* [What is expected] An exact transcription of the lines below, from the first through the one containing "Digitize the connectivity", is the only output wanted.

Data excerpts
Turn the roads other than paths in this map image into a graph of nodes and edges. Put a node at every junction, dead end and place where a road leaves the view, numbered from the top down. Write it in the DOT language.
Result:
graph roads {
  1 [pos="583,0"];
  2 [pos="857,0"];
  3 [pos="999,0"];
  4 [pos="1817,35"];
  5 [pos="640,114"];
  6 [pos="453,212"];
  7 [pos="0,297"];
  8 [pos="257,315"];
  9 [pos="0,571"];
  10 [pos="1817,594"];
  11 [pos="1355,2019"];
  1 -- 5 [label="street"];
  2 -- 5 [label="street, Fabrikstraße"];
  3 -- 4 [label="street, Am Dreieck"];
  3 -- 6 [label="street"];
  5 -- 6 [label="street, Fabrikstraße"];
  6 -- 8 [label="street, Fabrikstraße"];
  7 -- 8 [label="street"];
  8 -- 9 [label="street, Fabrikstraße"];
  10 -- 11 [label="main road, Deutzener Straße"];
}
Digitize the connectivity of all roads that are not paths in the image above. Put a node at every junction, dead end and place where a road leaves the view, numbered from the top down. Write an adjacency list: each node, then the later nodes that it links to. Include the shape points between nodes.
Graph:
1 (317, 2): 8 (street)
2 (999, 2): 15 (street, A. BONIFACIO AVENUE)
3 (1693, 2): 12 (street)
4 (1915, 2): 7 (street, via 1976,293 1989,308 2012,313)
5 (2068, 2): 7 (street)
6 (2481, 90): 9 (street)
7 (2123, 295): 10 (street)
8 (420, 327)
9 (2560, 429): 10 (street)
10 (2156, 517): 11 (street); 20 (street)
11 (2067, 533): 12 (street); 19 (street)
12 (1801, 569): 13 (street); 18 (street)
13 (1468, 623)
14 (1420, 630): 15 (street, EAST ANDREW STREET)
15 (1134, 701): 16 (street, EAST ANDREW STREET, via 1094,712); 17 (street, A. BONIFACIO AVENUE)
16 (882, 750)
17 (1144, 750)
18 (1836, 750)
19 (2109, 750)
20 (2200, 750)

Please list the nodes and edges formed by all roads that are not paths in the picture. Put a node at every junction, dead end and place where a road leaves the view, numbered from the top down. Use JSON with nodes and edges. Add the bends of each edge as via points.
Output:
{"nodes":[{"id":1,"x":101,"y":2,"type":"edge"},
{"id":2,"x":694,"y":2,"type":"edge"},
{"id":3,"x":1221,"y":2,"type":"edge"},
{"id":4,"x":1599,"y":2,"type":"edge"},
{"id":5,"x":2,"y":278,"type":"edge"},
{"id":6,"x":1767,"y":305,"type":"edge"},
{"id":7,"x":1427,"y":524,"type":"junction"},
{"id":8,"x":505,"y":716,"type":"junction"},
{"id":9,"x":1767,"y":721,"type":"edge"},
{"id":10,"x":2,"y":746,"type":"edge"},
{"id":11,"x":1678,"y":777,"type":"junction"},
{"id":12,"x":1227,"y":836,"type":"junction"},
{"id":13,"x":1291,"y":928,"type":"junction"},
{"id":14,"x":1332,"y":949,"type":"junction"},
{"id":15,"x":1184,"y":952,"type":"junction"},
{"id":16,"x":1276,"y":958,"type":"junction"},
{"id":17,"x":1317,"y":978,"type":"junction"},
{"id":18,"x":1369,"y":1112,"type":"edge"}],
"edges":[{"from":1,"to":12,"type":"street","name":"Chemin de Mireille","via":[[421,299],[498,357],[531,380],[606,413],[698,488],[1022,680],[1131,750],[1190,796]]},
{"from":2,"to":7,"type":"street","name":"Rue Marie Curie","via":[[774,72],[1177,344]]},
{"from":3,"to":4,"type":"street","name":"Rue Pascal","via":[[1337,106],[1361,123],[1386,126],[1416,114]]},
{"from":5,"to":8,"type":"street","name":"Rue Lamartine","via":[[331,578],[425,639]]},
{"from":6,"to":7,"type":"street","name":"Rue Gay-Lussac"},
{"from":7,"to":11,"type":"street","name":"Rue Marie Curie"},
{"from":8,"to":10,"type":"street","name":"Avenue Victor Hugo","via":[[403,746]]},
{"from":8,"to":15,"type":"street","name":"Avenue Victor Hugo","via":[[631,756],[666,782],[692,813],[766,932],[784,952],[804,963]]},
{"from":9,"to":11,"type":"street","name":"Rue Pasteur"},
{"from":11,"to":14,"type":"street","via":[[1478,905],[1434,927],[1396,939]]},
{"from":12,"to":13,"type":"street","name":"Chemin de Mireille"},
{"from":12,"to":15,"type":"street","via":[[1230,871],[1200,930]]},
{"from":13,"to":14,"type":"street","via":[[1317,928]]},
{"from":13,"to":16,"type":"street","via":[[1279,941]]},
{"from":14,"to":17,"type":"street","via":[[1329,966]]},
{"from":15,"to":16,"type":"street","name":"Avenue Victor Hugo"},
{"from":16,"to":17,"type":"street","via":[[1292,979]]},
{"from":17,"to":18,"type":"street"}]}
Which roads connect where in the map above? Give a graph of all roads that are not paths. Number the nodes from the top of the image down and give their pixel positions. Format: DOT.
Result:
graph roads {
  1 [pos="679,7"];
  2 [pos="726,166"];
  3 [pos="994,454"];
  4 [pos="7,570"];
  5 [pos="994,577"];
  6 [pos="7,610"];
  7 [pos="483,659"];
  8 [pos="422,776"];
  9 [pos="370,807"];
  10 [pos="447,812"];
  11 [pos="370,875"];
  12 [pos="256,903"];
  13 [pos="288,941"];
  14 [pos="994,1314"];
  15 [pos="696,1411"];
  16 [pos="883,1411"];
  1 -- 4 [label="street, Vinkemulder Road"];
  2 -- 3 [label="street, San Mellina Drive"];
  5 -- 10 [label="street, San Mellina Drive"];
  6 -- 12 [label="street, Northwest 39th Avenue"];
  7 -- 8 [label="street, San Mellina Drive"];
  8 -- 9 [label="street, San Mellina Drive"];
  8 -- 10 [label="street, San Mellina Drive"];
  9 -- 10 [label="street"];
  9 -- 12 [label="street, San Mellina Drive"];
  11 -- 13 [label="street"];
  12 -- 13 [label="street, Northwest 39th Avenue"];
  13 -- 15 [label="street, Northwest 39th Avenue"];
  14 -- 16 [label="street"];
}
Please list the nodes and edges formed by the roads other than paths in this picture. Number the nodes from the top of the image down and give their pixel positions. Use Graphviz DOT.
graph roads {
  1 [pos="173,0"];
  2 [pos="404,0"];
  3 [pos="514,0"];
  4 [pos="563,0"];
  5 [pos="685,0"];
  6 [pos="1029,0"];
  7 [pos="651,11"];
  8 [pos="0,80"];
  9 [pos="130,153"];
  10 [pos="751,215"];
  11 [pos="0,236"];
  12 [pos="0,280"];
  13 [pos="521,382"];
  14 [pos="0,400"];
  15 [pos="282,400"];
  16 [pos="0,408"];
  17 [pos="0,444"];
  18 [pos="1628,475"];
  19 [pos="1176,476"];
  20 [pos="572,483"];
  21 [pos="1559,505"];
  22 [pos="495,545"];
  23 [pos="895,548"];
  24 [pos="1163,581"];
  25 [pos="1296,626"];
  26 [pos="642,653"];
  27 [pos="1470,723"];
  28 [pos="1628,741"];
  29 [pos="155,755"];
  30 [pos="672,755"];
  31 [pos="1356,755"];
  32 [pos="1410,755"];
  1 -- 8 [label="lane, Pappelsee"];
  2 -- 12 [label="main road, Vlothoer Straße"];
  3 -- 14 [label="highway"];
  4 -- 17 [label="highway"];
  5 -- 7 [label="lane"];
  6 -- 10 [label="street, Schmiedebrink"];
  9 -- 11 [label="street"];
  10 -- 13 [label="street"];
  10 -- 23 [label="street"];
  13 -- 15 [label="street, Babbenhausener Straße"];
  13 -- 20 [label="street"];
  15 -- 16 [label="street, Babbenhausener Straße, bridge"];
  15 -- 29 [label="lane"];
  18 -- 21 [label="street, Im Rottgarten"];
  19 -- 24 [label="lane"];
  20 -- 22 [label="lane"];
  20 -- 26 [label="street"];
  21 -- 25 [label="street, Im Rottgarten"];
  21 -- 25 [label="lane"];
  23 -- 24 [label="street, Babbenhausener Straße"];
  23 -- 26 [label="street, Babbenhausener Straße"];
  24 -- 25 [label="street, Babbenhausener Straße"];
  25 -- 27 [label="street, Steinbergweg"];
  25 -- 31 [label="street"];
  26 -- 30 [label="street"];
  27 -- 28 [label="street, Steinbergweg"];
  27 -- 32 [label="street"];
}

* [The completed task]
Turn the roads other than paths in this map image into a graph of nodes and edges. Put a node at every junction, dead end and place where a road leaves the view, numbered from the top down. Write it in the DOT language.
Result:
graph roads {
  1 [pos="583,0"];
  2 [pos="857,0"];
  3 [pos="999,0"];
  4 [pos="1817,35"];
  5 [pos="640,114"];
  6 [pos="453,212"];
  7 [pos="0,297"];
  8 [pos="257,315"];
  9 [pos="0,571"];
  10 [pos="1817,594"];
  11 [pos="1355,2019"];
  1 -- 5 [label="street"];
  2 -- 5 [label="street, Fabrikstraße"];
  3 -- 4 [label="street, Am Dreieck"];
  3 -- 6 [label="street"];
  5 -- 6 [label="street, Fabrikstraße"];
  6 -- 8 [label="street, Fabrikstraße"];
  7 -- 8 [label="street"];
  8 -- 9 [label="street, Fabrikstraße"];
  10 -- 11 [label="main road, Deutzener Straße"];
}
Digitize the connectivity of all roads that are not paths in the image above. Put a node at every junction, dead end and place where a road leaves the view, numbered from the top down. Write an adjacency list: each node, then the later nodes that it links to. Include the shape points between nodes.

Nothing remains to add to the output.